EXERCISE BRIEF: Filter the entries below, keeping every line that has the word "path".

EXTRACTED INFORMATION:
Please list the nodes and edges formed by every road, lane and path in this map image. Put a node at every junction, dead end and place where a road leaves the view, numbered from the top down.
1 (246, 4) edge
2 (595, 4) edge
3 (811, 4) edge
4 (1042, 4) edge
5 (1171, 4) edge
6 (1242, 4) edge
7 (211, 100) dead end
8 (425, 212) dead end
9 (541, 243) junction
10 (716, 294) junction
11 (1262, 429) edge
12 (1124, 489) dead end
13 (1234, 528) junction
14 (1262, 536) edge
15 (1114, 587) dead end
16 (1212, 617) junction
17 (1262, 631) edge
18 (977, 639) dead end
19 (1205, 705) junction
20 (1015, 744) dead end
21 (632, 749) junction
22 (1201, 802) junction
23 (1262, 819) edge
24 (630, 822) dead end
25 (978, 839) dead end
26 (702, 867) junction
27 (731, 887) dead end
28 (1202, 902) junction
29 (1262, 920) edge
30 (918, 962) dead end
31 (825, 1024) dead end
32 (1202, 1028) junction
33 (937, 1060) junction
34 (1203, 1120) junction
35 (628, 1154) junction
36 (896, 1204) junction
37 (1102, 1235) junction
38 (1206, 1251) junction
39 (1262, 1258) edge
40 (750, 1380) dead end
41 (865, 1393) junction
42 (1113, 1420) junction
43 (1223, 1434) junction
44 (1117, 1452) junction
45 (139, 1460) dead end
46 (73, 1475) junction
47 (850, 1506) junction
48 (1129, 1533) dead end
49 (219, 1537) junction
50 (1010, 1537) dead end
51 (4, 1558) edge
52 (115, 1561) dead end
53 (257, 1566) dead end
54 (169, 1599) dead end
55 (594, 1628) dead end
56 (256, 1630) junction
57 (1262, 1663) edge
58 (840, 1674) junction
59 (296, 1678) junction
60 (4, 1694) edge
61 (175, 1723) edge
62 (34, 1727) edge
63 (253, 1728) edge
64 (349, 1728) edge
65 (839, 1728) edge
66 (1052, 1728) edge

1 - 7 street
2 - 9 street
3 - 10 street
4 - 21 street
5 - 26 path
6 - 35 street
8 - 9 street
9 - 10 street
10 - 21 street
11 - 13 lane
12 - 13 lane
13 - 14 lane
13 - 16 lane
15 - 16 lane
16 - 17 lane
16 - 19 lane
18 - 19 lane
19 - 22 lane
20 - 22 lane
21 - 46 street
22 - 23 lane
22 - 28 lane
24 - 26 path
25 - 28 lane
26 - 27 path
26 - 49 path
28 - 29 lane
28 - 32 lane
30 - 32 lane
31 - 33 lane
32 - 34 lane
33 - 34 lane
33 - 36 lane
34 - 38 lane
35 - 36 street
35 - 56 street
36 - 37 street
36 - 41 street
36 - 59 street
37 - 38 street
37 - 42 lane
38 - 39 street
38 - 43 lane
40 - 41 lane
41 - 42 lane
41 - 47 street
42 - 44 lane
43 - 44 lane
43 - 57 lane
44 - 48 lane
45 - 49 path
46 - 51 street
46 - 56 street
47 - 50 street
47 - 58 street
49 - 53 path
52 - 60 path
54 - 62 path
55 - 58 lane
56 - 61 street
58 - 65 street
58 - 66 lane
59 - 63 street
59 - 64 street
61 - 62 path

WRITTEN REPLY:
Please list the nodes and edges formed by every road, lane and path in this map image. Put a node at every junction, dead end and place where a road leaves the view, numbered from the top down.
5 - 26 path
24 - 26 path
26 - 27 path
26 - 49 path
45 - 49 path
49 - 53 path
52 - 60 path
54 - 62 path
61 - 62 path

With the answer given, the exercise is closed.